Les vaines tentatives répétées turques pour s’emparer de l’Acropole

Il est alors à souligner un fait particulièrement odieux au regard de l’héritage culturel de l’humanité : Mehmet Réchid Pacha ne cessait de bombarder les insurgés retranchés sur l’Acropole. Ne pouvant obtenir des résultats il entreprit alors de miner les défenses de l’Acropole au niveau de l’Odéon d’Hérode Atticus à proximité du Mur de Cimon exposant ainsi l’infrastructure du monument à des destructions irréparables. Ses assauts répétés se heurtèrent à l’héroïque défense du Rocher-Sacré par les insurgés et les mines, danger permanent pour le monument, n’eurent pas l’effet escompté. Conscient de la lassitude de ses troupes après 3 mois d’échecs répétés, Mehmet Réchid Pacha tenta pour les motiver un assaut de nuit, le 18 octobre 1826, sur le mur de défense appelé « Serpentzé » à l’ouest de l’Odéon d’Hérode Atticus. Ce fut un échec qui se solda par de nombreux morts dans les deux camps.

Un autre assaut fut tenté par les Turcs au niveau de la tour Franque qui avait été construite par les ducs d’Athènes seigneurs français de la famille de Brienne en Champagne au Moyen-Âge, entre les Propylées et le Temple de la Victoire Aptère. Ce fut un échec total. Il est à noter que les assiégés réussirent à déminer les soubassements de l’entrée de l’Acropole avant qu’ils n’explosent. Les assauts turcs se raréfièrent à mesure que la fin de l’année 1826 approchait.

 

Photographie de la Tour Franque de l’Acropole (démolie en 1874) Domaine public

 

Du côté des assiégés

Les assiégés au nombre de 900 volontaires en état de combattre avaient pu rassembler suffisamment de vivres pour tenir un siège prolongé. Ils manquaient toutefois de de munitions et avaient besoin, pour un siège qui prendrait de longs mois d’être ravitaillés par l’extérieur.
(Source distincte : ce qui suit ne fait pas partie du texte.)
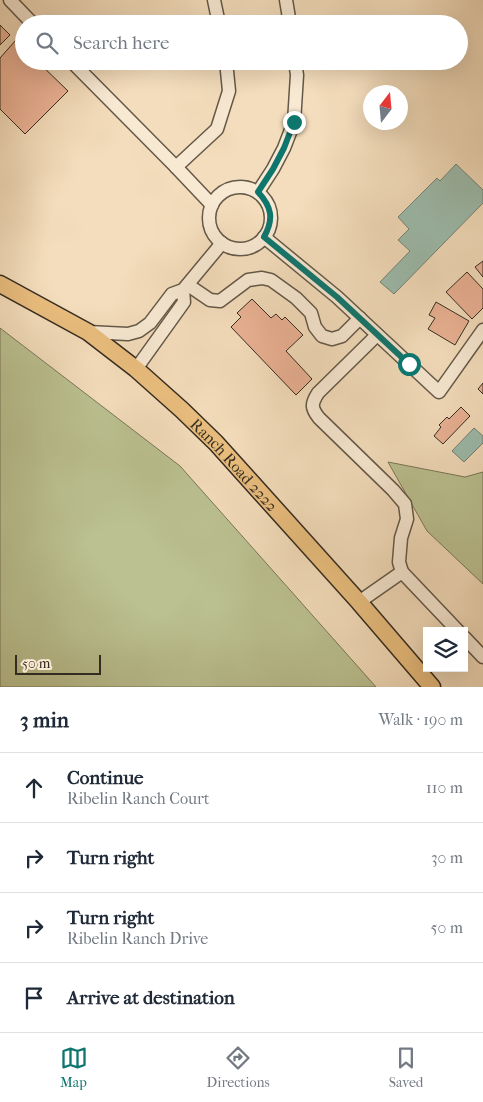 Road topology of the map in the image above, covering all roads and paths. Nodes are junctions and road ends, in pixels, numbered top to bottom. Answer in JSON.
{"nodes":[{"id":1,"x":10,"y":0,"type":"edge"},
{"id":2,"x":214,"y":0,"type":"edge"},
{"id":3,"x":286,"y":0,"type":"edge"},
{"id":4,"x":25,"y":15,"type":"edge"},
{"id":5,"x":217,"y":15,"type":"edge"},
{"id":6,"x":288,"y":15,"type":"edge"},
{"id":7,"x":80,"y":70,"type":"edge"},
{"id":8,"x":227,"y":70,"type":"edge"},
{"id":9,"x":296,"y":70,"type":"edge"},
{"id":10,"x":176,"y":166,"type":"junction"},
{"id":11,"x":258,"y":192,"type":"junction"},
{"id":12,"x":212,"y":205,"type":"junction"},
{"id":13,"x":264,"y":237,"type":"junction"},
{"id":14,"x":222,"y":243,"type":"junction"},
{"id":15,"x":0,"y":284,"type":"edge"},
{"id":16,"x":185,"y":288,"type":"junction"},
{"id":17,"x":360,"y":318,"type":"junction"},
{"id":18,"x":483,"y":330,"type":"edge"},
{"id":19,"x":88,"y":332,"type":"junction"},
{"id":20,"x":377,"y":335,"type":"junction"},
{"id":21,"x":136,"y":369,"type":"junction"},
{"id":22,"x":402,"y":572,"type":"junction"},
{"id":23,"x":359,"y":602,"type":"junction"},
{"id":24,"x":454,"y":627,"type":"edge"},
{"id":25,"x":468,"y":641,"type":"edge"},
{"id":26,"x":483,"y":657,"type":"edge"},
{"id":27,"x":432,"y":687,"type":"edge"}],
"edges":[{"from":1,"to":4,"type":"street"},
{"from":2,"to":5,"type":"street"},
{"from":3,"to":6,"type":"street"},
{"from":7,"to":10,"type":"street"},
{"from":8,"to":10,"type":"street"},
{"from":9,"to":11,"type":"street"},
{"from":10,"to":12,"type":"street"},
{"from":11,"to":12,"type":"street"},
{"from":11,"to":13,"type":"street"},
{"from":12,"to":14,"type":"street"},
{"from":13,"to":14,"type":"street"},
{"from":13,"to":17,"type":"street"},
{"from":14,"to":16,"type":"street"},
{"from":15,"to":19,"type":"main road","name":"Ranch Road 2222"},
{"from":16,"to":17,"type":"street"},
{"from":16,"to":19,"type":"street"},
{"from":16,"to":21,"type":"street"},
{"from":17,"to":20,"type":"street"},
{"from":18,"to":20,"type":"street"},
{"from":19,"to":21,"type":"main road","name":"Ranch Road 2222"},
{"from":20,"to":22,"type":"street"},
{"from":21,"to":23,"type":"main road","name":"Ranch Road 2222"},
{"from":22,"to":23,"type":"street"},
{"from":22,"to":24,"type":"street"},
{"from":23,"to":27,"type":"main road","name":"Ranch Road 2222"},
{"from":25,"to":26,"type":"street"}]}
Dès la fin septembre les assiégés de l’Acropole avaient demandé au Gouvernement Grec siégeant à Egine des renforts en munitions indispensables à la tenue du siège. Le 23 octobre, aidés des unités de Fabvier et de Karaïskakis, 400 à 450 volontaires originaires d’Etolie et d’Arcananie réussirent à passer les lignes turques et à rejoindre leurs camarades dans l’Acropole.
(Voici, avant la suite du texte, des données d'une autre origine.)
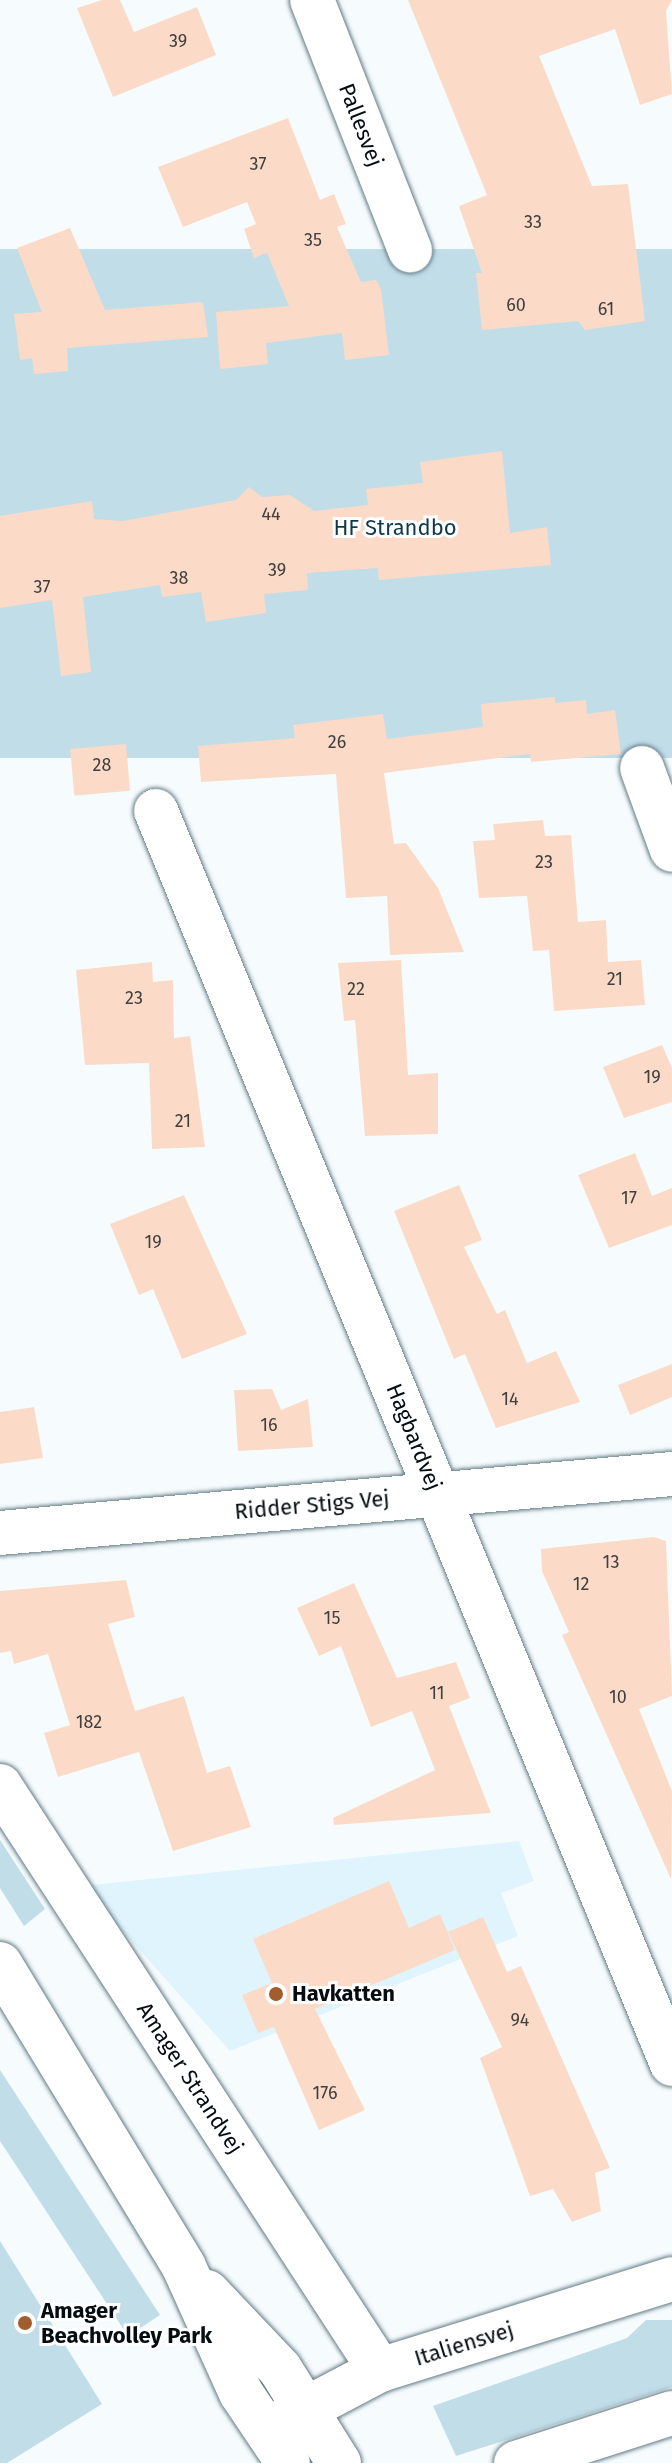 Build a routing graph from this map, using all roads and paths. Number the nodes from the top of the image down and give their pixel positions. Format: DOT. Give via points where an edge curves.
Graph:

Fin novembre, Makryiannis qui faisait partie des assiégés réussi à traverser les lignes turques puis à rejoindre le Gouvernement Grec dans la tour Markellos à Egine (voir article précédent sur le site) afin de demander à nouveau des renforts. La mission fut alors confiée au Colonel Fabvier de ravitailler l’Acropole en mobilisant un contingent qu’on espérait d’au moins 1000 hommes. Le Colonel Favier ne put rassembler dans la presqu’île de Μέθανα (Méthana) au sud d’Egine que 650 combattants dont une quarantaine de Français pour débarquer non loin d’Athènes dans la soirée du 12 décembre. Fabvier força violemment le barrage des lignes turques et réussit à pénétrer dans l’Acropole et ravitailler en munitions les assiégés avec un minimum de pertes : 7 morts dont 2 Français.

 

L’hiver de 1826-1827 sur l’Acropole

Cela devait être le sixième et dernier hiver que les insurgés grecs passeraient seuls face aux forces turques et égyptiennes, au redoutable Empire Ottoman qui avait il n’y a pas si longtemps assiégé Vienne la capitale autrichienne. Personne ne le savait encore mais l’année 1827 serait le Grand Tournant de la Guerre d’indépendance grâce à la mobilisation des Philhellènes français, britanniques et russes.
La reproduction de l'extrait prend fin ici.